Risks that kids face online

As parents, we want to know our kids are safe – but the online world is harder to control  than the real one .

Today one in four people in the world is a child. In Nigeria, children under the age of 18 make up an estimated 52.44% of the population. By nature, they are also the most drawn to the internet, and will lead the digital transformation. They are also the most at risk to bullying and harassment.

Here are the most important things to be aware of when it comes keeping your children safe online.

Cyber bullying

One of the biggest forms of online harassment for children is cyber bullying. The online world presents the ideal platform for bullies to harass their victims. They’re no longer confined to the playground, but can partake in round-the-clock attacks via email, social media and instant messaging.
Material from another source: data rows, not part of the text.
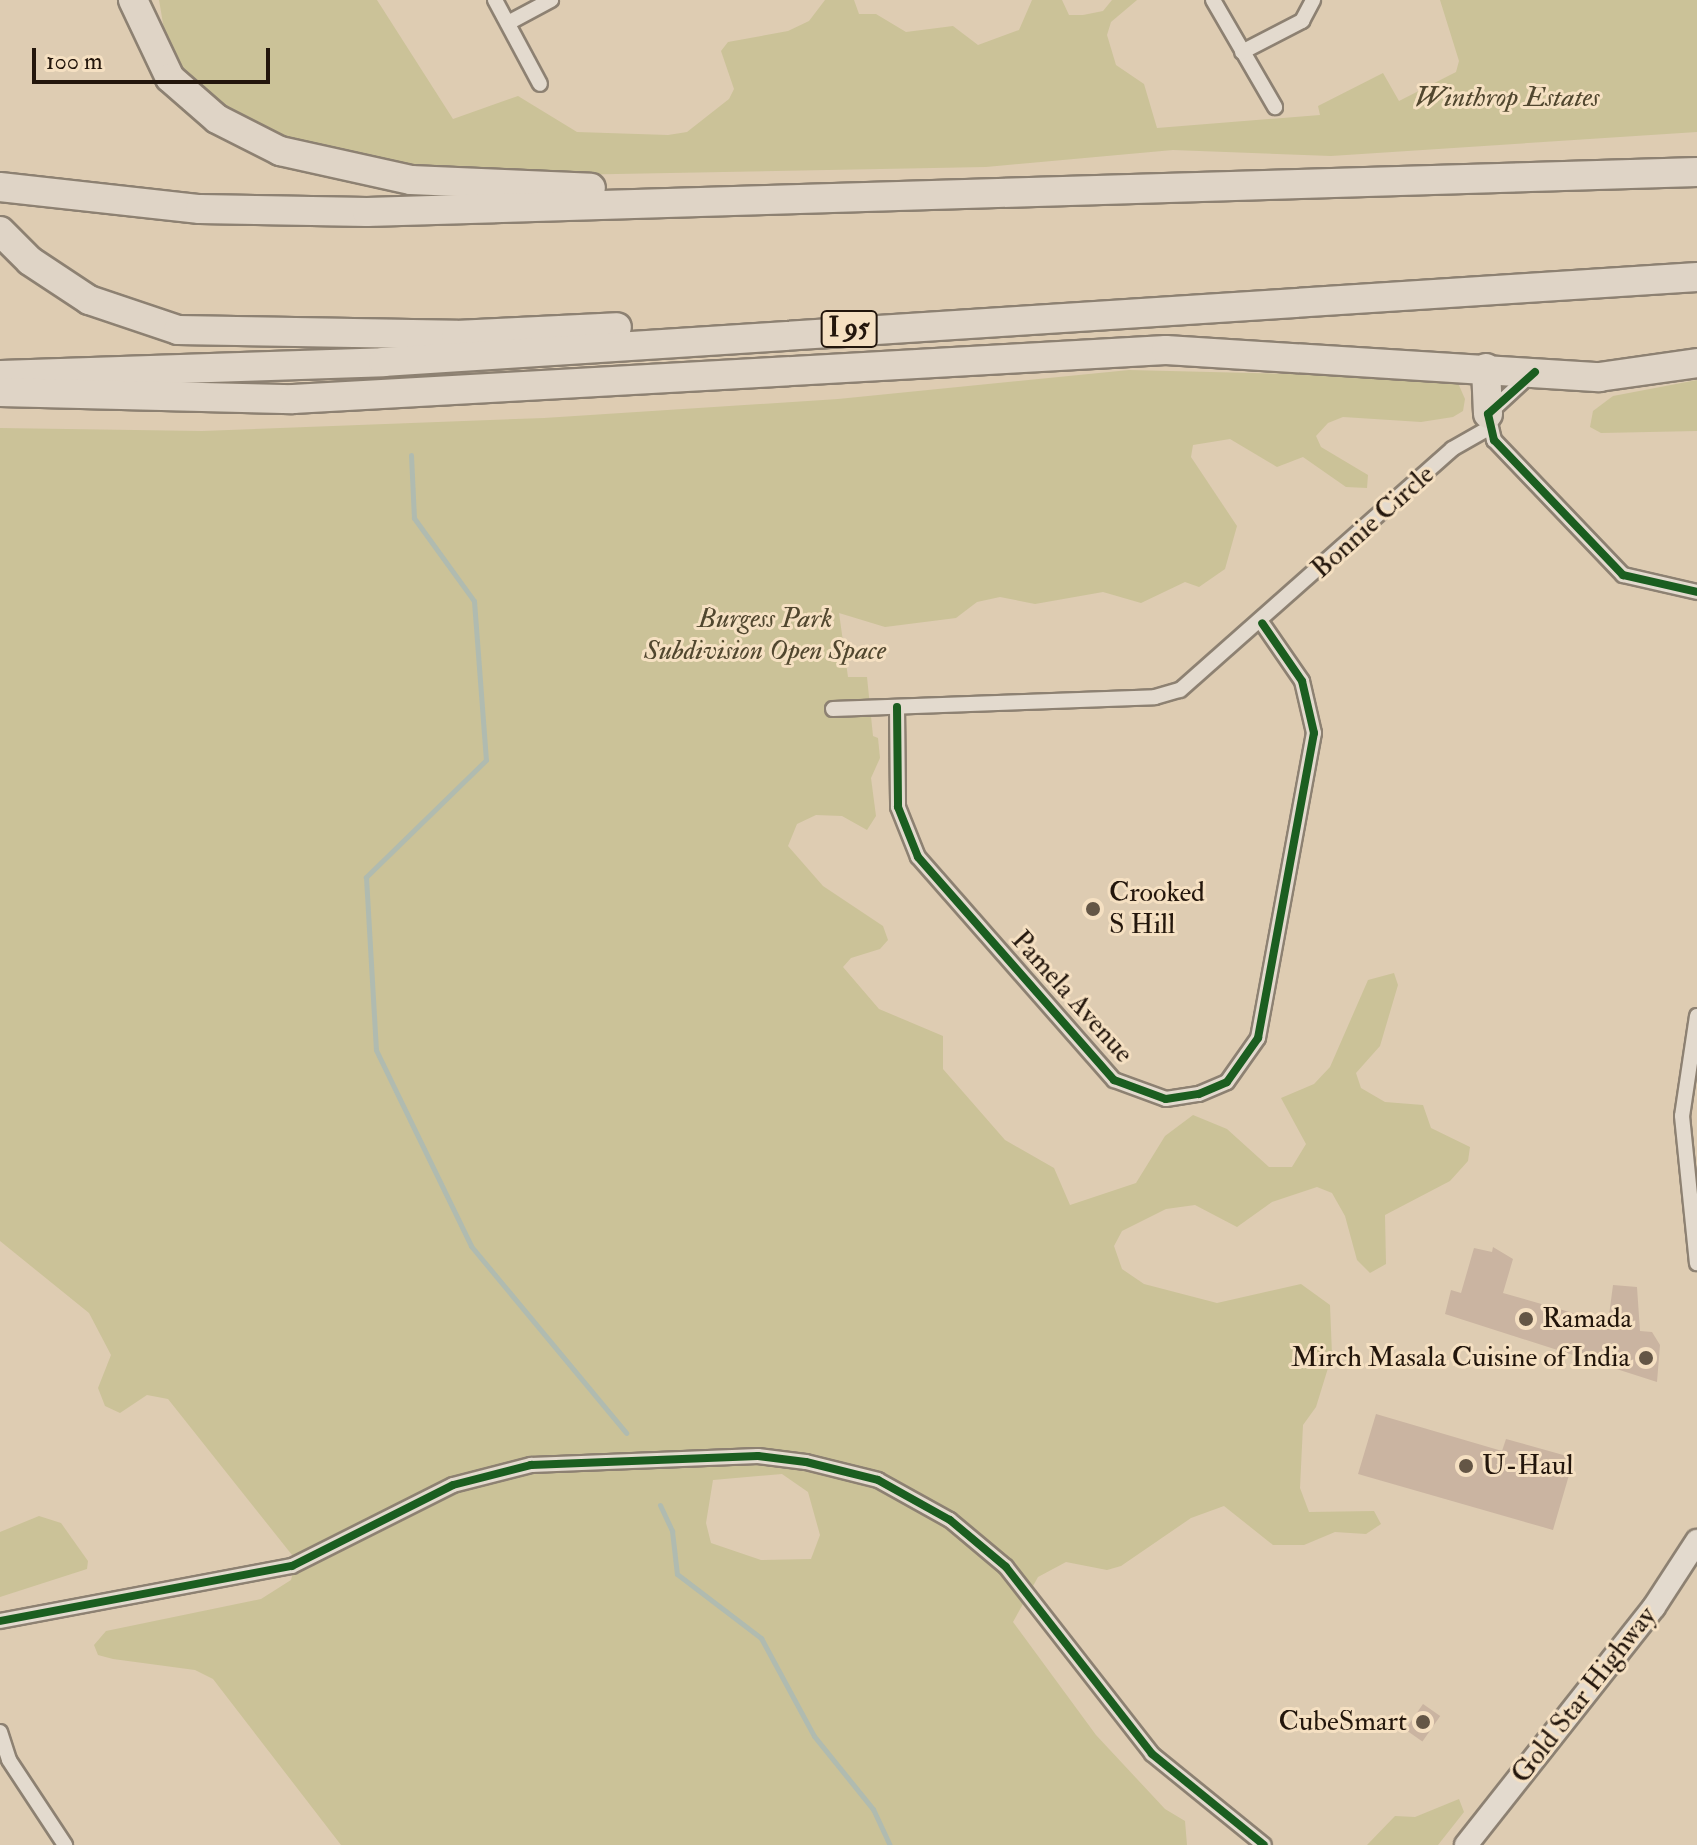 <!DOCTYPE html>
<style>
body{margin:0}
#map{position:relative;width:1697px;height:1845px;overflow:hidden;background:#deccb2;font-family:"IM FELL Double Pica",serif}
div>[style]{position:absolute}
.green>*{inset:0;background:#cbc298}
.stream>*{height:5px;margin:-2.5px;padding:0 2.5px;transform-origin:2.5px;border-radius:2.5px;background:#b0bbb0}
.building>*{inset:0;background:#cab4a1;transform-origin:0 0}
.roads{filter:drop-shadow(2px 0 #8d8172) drop-shadow(-2px 0 #8d8172) drop-shadow(0 2px #8d8172) drop-shadow(0 -2px #8d8172)}
.street>*{height:14px;margin:-7px;padding:0 7px;transform-origin:7px;border-radius:7px;background:#e3dace}
.secondary>*{height:22px;margin:-11px;padding:0 11px;transform-origin:11px;border-radius:11px;background:#e3dace}
.highway>*{height:28px;margin:-14px;padding:0 14px;transform-origin:14px;border-radius:14px;background:#dfd4c6}
.cycleway>*{height:8px;margin:-4px;padding:0 4px;transform-origin:4px;border-radius:4px;background:#1b5e20}
.dots>*{width:22px;height:22px;translate:-50% -50%;box-sizing:border-box;border:4px solid #f5e0c2;border-radius:50%}
span{translate:-50% -50%;white-space:nowrap;text-align:center;line-height:1.15;-webkit-text-stroke:6px #f5e0c2;paint-order:stroke}
.shield-label span{padding:2px 6px;background:#f5e0c2;border:2px solid;border-radius:6px;-webkit-text-stroke-width:0}
.shield-label{font-size:26px;color:#23160c;font-weight:700}
.park-label{font-size:28px;color:#51472f;font-style:italic}
.street-label{font-size:28px;color:#23160c}
.poi-label{font-size:28px;color:#23160c}
.left{translate:0 -50%;text-align:left}
.right{translate:-100% -50%;text-align:right}
.scale{position:absolute;left:32px;top:48px;width:238px;height:36px;box-sizing:border-box;border:4px solid #23160c;border-top:0;padding-left:10px;font-size:24px;line-height:28px;white-space:nowrap;color:#23160c;-webkit-text-stroke:6px #f5e0c2;paint-order:stroke}
</style>
<div id="map">
<div class="green">
<div style="clip-path:polygon(159px 0,377px 0,453px 119px,518px 96px,577px 132px,668px 135px,687px 132px,729px 99px,734px 89px,721px 51px,728px 42px,788px 31px,809px 21px,825px 0,854px 0,859px 14px,876px 14px,906px 32px,953px 26px,978px 45px,1019px 30px,1032px 0,1062px 0,1069px 15px,1083px 15px,1103px 11px,1112px 0,1137px 0,1111px 22px,1107px 35px,1116px 65px,1144px 84px,1157px 128px,1320px 115px,1318px 106px,1383px 73px,1399px 101px,1456px 72px,1459px 61px,1440px 0,1697px 0,1697px 132px,1331px 156px,1173px 150px,986px 167px,563px 175px,429px 170px,299px 145px,218px 110px,190px 84px,166px 41px)"></div>
<div style="clip-path:polygon(evenodd,1129px 370px,1421px 377px,1458px 383px,1465px 399px,1463px 411px,1453px 417px,1421px 422px,1343px 417px,1328px 423px,1316px 436px,1321px 447px,1368px 475px,1367px 488px,1346px 487px,1303px 457px,1277px 467px,1230px 439px,1193px 445px,1191px 457px,1237px 526px,1225px 569px,1199px 587px,1185px 582px,1141px 603px,1103px 592px,1035px 604px,1000px 597px,977px 602px,956px 618px,885px 627px,839px 613px,848px 677px,867px 677px,873px 736px,878px 738px,880px 758px,871px 778px,876px 816px,867px 830px,842px 816px,816px 815px,797px 824px,788px 846px,823px 886px,883px 926px,888px 940px,880px 949px,851px 958px,843px 967px,879px 1009px,943px 1036px,943px 1069px,1005px 1140px,1054px 1168px,1070px 1205px,1136px 1183px,1165px 1136px,1193px 1115px,1227px 1129px,1269px 1167px,1292px 1167px,1306px 1144px,1281px 1098px,1314px 1084px,1330px 1067px,1368px 980px,1394px 973px,1398px 985px,1380px 1046px,1356px 1073px,1361px 1088px,1385px 1102px,1423px 1105px,1431px 1128px,1470px 1147px,1468px 1161px,1450px 1181px,1385px 1215px,1386px 1264px,1370px 1273px,1357px 1260px,1345px 1216px,1332px 1193px,1317px 1187px,1272px 1202px,1237px 1227px,1195px 1205px,1166px 1209px,1122px 1231px,1114px 1246px,1122px 1269px,1144px 1284px,1217px 1303px,1301px 1284px,1330px 1305px,1332px 1355px,1316px 1407px,1303px 1425px,1300px 1488px,1309px 1512px,1374px 1511px,1381px 1524px,1366px 1534px,1335px 1532px,1304px 1545px,1273px 1545px,1224px 1506px,1191px 1518px,1121px 1566px,1107px 1570px,1066px 1562px,1038px 1577px,1013px 1622px,1096px 1735px,1165px 1809px,1185px 1821px,1187px 1845px,341px 1845px,213px 1679px,195px 1670px,113px 1659px,98px 1655px,94px 1645px,106px 1631px,261px 1599px,291px 1580px,296px 1560px,168px 1399px,147px 1395px,120px 1413px,105px 1406px,98px 1388px,111px 1355px,89px 1313px,0 1241px,0 428px,202px 431px,544px 418px,838px 399px,1129px 370px,782px 1474px,808px 1492px,820px 1535px,811px 1559px,761px 1560px,711px 1543px,706px 1523px,713px 1480px,782px 1474px)"></div>
<div style="clip-path:polygon(1697px 380px,1697px 431px,1601px 433px,1590px 427px,1593px 411px,1613px 396px)"></div>
<div style="clip-path:polygon(39px 1516px,61px 1523px,88px 1561px,87px 1569px,0 1597px,0 1532px)"></div>
<div style="clip-path:polygon(1459px 1799px,1464px 1812px,1438px 1845px,1367px 1845px,1395px 1816px,1415px 1817px)"></div>
</div>
<div class="stream">
<div style="left:411px;top:455px;width:63px;rotate:87.3deg"></div>
<div style="left:414px;top:518px;width:102px;rotate:54.1deg"></div>
<div style="left:474px;top:601px;width:159px;rotate:85.7deg"></div>
<div style="left:486px;top:760px;width:168px;rotate:135.7deg"></div>
<div style="left:366px;top:877px;width:173px;rotate:86.7deg"></div>
<div style="left:376px;top:1050px;width:218px;rotate:64.1deg"></div>
<div style="left:471px;top:1246px;width:243px;rotate:50.3deg"></div>
<div style="left:660px;top:1505px;width:29px;rotate:65deg"></div>
<div style="left:672px;top:1531px;width:43px;rotate:83.4deg"></div>
<div style="left:677px;top:1574px;width:106px;rotate:37.3deg"></div>
<div style="left:761px;top:1638px;width:111px;rotate:61.6deg"></div>
<div style="left:814px;top:1736px;width:94px;rotate:51.1deg"></div>
<div style="left:873px;top:1809px;width:40px;rotate:65deg"></div>
</div>
<div class="building">
<div style="clip-path:polygon(1493px 1247px,1513px 1259px,1503px 1293px,1608px 1323px,1613px 1285px,1637px 1287px,1640px 1331px,1652px 1332px,1660px 1345px,1657px 1382px,1445px 1314px,1451px 1290px,1461px 1293px,1474px 1248px,1492px 1252px)"></div>
<div style="clip-path:polygon(1376px 1414px,1502px 1451px,1506px 1439px,1574px 1458px,1553px 1530px,1358px 1474px)"></div>
<div style="left:1423px;top:1704px;width:21px;height:31px;rotate:35deg"></div>
</div>
<div class="roads">
<div class="street">
<div style="left:495px;top:0;width:95px;rotate:61.8deg"></div>
<div style="left:1213px;top:0;width:124px;rotate:59.9deg"></div>
<div style="left:508px;top:23px;width:49px;rotate:-28.1deg"></div>
<div style="left:1242px;top:52px;width:68px;rotate:-27.3deg"></div>
<div style="left:1302px;top:21px;width:24px;rotate:-62deg"></div>
<div style="left:1529px;top:376px;width:56px;rotate:137.2deg"></div>
<div style="left:1488px;top:414px;width:27px;rotate:77deg"></div>
<div style="left:1494px;top:440px;width:187px;rotate:46.3deg"></div>
<div style="left:1623px;top:575px;width:76px;rotate:12.9deg"></div>
<div style="left:897px;top:707px;width:100px;rotate:89.4deg"></div>
<div style="left:898px;top:807px;width:54px;rotate:68.2deg"></div>
<div style="left:918px;top:857px;width:297px;rotate:48.7deg"></div>
<div style="left:1114px;top:1080px;width:55px;rotate:20.1deg"></div>
<div style="left:1166px;top:1099px;width:33px;rotate:-9deg"></div>
<div style="left:1199px;top:1094px;width:30px;rotate:-23deg"></div>
<div style="left:1227px;top:1082px;width:54px;rotate:-54.8deg"></div>
<div style="left:1258px;top:1038px;width:310px;rotate:-79.6deg"></div>
<div style="left:1314px;top:733px;width:53px;rotate:-103deg"></div>
<div style="left:1302px;top:681px;width:70px;rotate:-124.6deg"></div>
<div style="left:833px;top:709px;width:322px;rotate:-2.1deg"></div>
<div style="left:1155px;top:697px;width:26px;rotate:-16deg"></div>
<div style="left:1180px;top:690px;width:363px;rotate:-41.5deg"></div>
<div style="left:1452px;top:449px;width:43px;rotate:-29.6deg"></div>
<div style="left:1697px;top:1016px;width:101px;rotate:98.5deg"></div>
<div style="left:1682px;top:1116px;width:148px;rotate:84.2deg"></div>
<div style="left:0;top:1621px;width:297px;rotate:-10.7deg"></div>
<div style="left:292px;top:1566px;width:180px;rotate:-26.7deg"></div>
<div style="left:453px;top:1485px;width:81px;rotate:-14.4deg"></div>
<div style="left:531px;top:1465px;width:227px;rotate:-2.3deg"></div>
<div style="left:758px;top:1456px;width:48px;rotate:7.1deg"></div>
<div style="left:806px;top:1462px;width:74px;rotate:14deg"></div>
<div style="left:878px;top:1480px;width:82px;rotate:29.1deg"></div>
<div style="left:950px;top:1520px;width:73px;rotate:40deg"></div>
<div style="left:1006px;top:1567px;width:237px;rotate:52deg"></div>
<div style="left:1152px;top:1754px;width:144px;rotate:39.1deg"></div>
<div style="left:0;top:1732px;width:29px;rotate:72deg"></div>
<div style="left:9px;top:1760px;width:102px;rotate:56.6deg"></div>
</div>
<div class="secondary">
<div style="left:1466px;top:1845px;width:303px;rotate:-51.7deg"></div>
<div style="left:1654px;top:1607px;width:79px;rotate:-56.9deg"></div>
</div>
<div class="highway">
<div style="left:133px;top:0;width:86px;rotate:64.6deg"></div>
<div style="left:170px;top:78px;width:62px;rotate:41.1deg"></div>
<div style="left:217px;top:119px;width:71px;rotate:26.9deg"></div>
<div style="left:280px;top:151px;width:134px;rotate:12.5deg"></div>
<div style="left:411px;top:180px;width:180px;rotate:2.5deg"></div>
<div style="left:0;top:187px;width:201px;rotate:6.3deg"></div>
<div style="left:200px;top:209px;width:167px;rotate:1deg"></div>
<div style="left:367px;top:212px;width:1331px;rotate:-1.72deg"></div>
<div style="left:0;top:231px;width:42px;rotate:45deg"></div>
<div style="left:30px;top:261px;width:71px;rotate:33.5deg"></div>
<div style="left:89px;top:300px;width:94px;rotate:18.6deg"></div>
<div style="left:178px;top:330px;width:278px;rotate:1deg"></div>
<div style="left:456px;top:335px;width:161px;rotate:-2.8deg"></div>
<div style="left:1486px;top:368px;width:46px;rotate:87.5deg"></div>
<div style="left:1px;top:375px;width:382px;rotate:-1.9deg"></div>
<div style="left:383px;top:362px;width:1317px;rotate:-3.7deg"></div>
<div style="left:0;top:392px;width:293px;rotate:1.4deg"></div>
<div style="left:293px;top:399px;width:874px;rotate:-3.21deg"></div>
<div style="left:1166px;top:350px;width:434px;rotate:3.6deg"></div>
<div style="left:1599px;top:377px;width:99px;rotate:-8.1deg"></div>
</div>
</div>
<div class="cycleway">
<div style="left:1535px;top:372px;width:63px;rotate:138.2deg"></div>
<div style="left:1488px;top:414px;width:27px;rotate:77deg"></div>
<div style="left:1494px;top:440px;width:187px;rotate:46.3deg"></div>
<div style="left:1623px;top:575px;width:76px;rotate:12.9deg"></div>
<div style="left:897px;top:707px;width:100px;rotate:89.4deg"></div>
<div style="left:898px;top:807px;width:54px;rotate:68.2deg"></div>
<div style="left:918px;top:857px;width:297px;rotate:48.7deg"></div>
<div style="left:1114px;top:1080px;width:55px;rotate:20.1deg"></div>
<div style="left:1166px;top:1099px;width:33px;rotate:-9deg"></div>
<div style="left:1199px;top:1094px;width:30px;rotate:-23deg"></div>
<div style="left:1227px;top:1082px;width:54px;rotate:-54.8deg"></div>
<div style="left:1258px;top:1038px;width:310px;rotate:-79.6deg"></div>
<div style="left:1314px;top:733px;width:53px;rotate:-103deg"></div>
<div style="left:1302px;top:681px;width:70px;rotate:-124.6deg"></div>
<div style="left:0;top:1621px;width:297px;rotate:-10.7deg"></div>
<div style="left:292px;top:1566px;width:180px;rotate:-26.7deg"></div>
<div style="left:453px;top:1485px;width:81px;rotate:-14.4deg"></div>
<div style="left:531px;top:1465px;width:227px;rotate:-2.3deg"></div>
<div style="left:758px;top:1456px;width:48px;rotate:7.1deg"></div>
<div style="left:806px;top:1462px;width:74px;rotate:14deg"></div>
<div style="left:878px;top:1480px;width:82px;rotate:29.1deg"></div>
<div style="left:950px;top:1520px;width:73px;rotate:40deg"></div>
<div style="left:1006px;top:1567px;width:237px;rotate:52deg"></div>
<div style="left:1152px;top:1754px;width:144px;rotate:39.1deg"></div>
</div>
<div class="dots">
<div style="left:1093px;top:909px;background:#645646"></div>
<div style="left:1526px;top:1319px;background:#645646"></div>
<div style="left:1646px;top:1358px;background:#645646"></div>
<div style="left:1466px;top:1466px;background:#645646"></div>
<div style="left:1423px;top:1722px;background:#645646"></div>
</div>
<div class="shield-label">
<span style="left:849px;top:329px">I 95</span>
</div>
<div class="park-label">
<span style="left:1507px;top:98px">Winthrop Estates</span>
<span style="left:765px;top:635px">Burgess Park<br>Subdivision Open Space</span>
</div>
<div class="street-label">
<span style="left:1373px;top:522px;rotate:-42deg">Bonnie Circle</span>
<span style="left:1072px;top:997px;rotate:48deg">Pamela Avenue</span>
<span style="left:1584px;top:1695px;rotate:-52deg">Gold Star Highway</span>
</div>
<div class="poi-label">
<span class="left" style="left:1109px;top:909px">Crooked<br>S Hill</span>
<span class="left" style="left:1542px;top:1319px">Ramada</span>
<span class="right" style="left:1630px;top:1358px">Mirch Masala Cuisine of India</span>
<span class="left" style="left:1482px;top:1466px">U-Haul</span>
<span class="right" style="left:1407px;top:1722px">CubeSmart</span>
</div>
<div class="scale">100 m</div>
</div>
Recent statistics show that 52% of young people report being cyber bullied. Worryingly, more than half of young people surveyed said they never confide in their parents when they are bullied.

This means it is up to parents, to be aware of potentially cruel or risky behaviour taking place online by monitoring your children’s online activities, as well as offline behaviour that may signify a child as a victim. It’s also important to teach children not to text or post anything online that would hurt or embarrass anyone else, or compromise themselves – 49% of youth have regretted something they have posted online. In this case, awareness and prevention is better than cure.

Malware and other online threats

It’s also important to be aware of the other threats being online can pose. These include malware and viruses that children could inadvertently stumble upon while online. Criminals work relentlessly to seize control of digital devices, compromise email and text messages or spy on online activities in an attempt to steal one’s  identity or financial information. Children are particularly susceptible to these attacks because they can be lured with offers of free downloads or click on links without understanding the risk of exposure to viruses and scams.

One way to lessen this threat is to educate  children to be careful about the information they share online and protect their passwords. Teach them to think carefully about the connections they accept on social media and think before clicking on links or downloading content. This is also useful to ensure they are only exposed to content appropriate for their age or maturity.

Beyond education, it’s a good idea to consider filtering software, keep software up to date and be the administrator of home computers. Services such as Windows 10 Family Features also allow individuals to manage their family’s digital life across Windows PCs, Xbox and mobile devices. The service gives the option to restrict the amount of hours children spend online, and one can add money to  Microsoft accounts rather than allowing others to  share credit card details for purchases.

Balancing the pros and cons of the online world

As a parent in the digital age, it is important to allow children to enjoy the limitless information and opportunities that exist online, while not forgetting that it comes at a risk. The most effective way to do this is to make online safety a family effort, and combine guidance with monitoring of online activities.

By understanding the risks of the internet yourself, you are in a better position to help your children develop the skills and ethics they need to deal with situations, information and people on the web.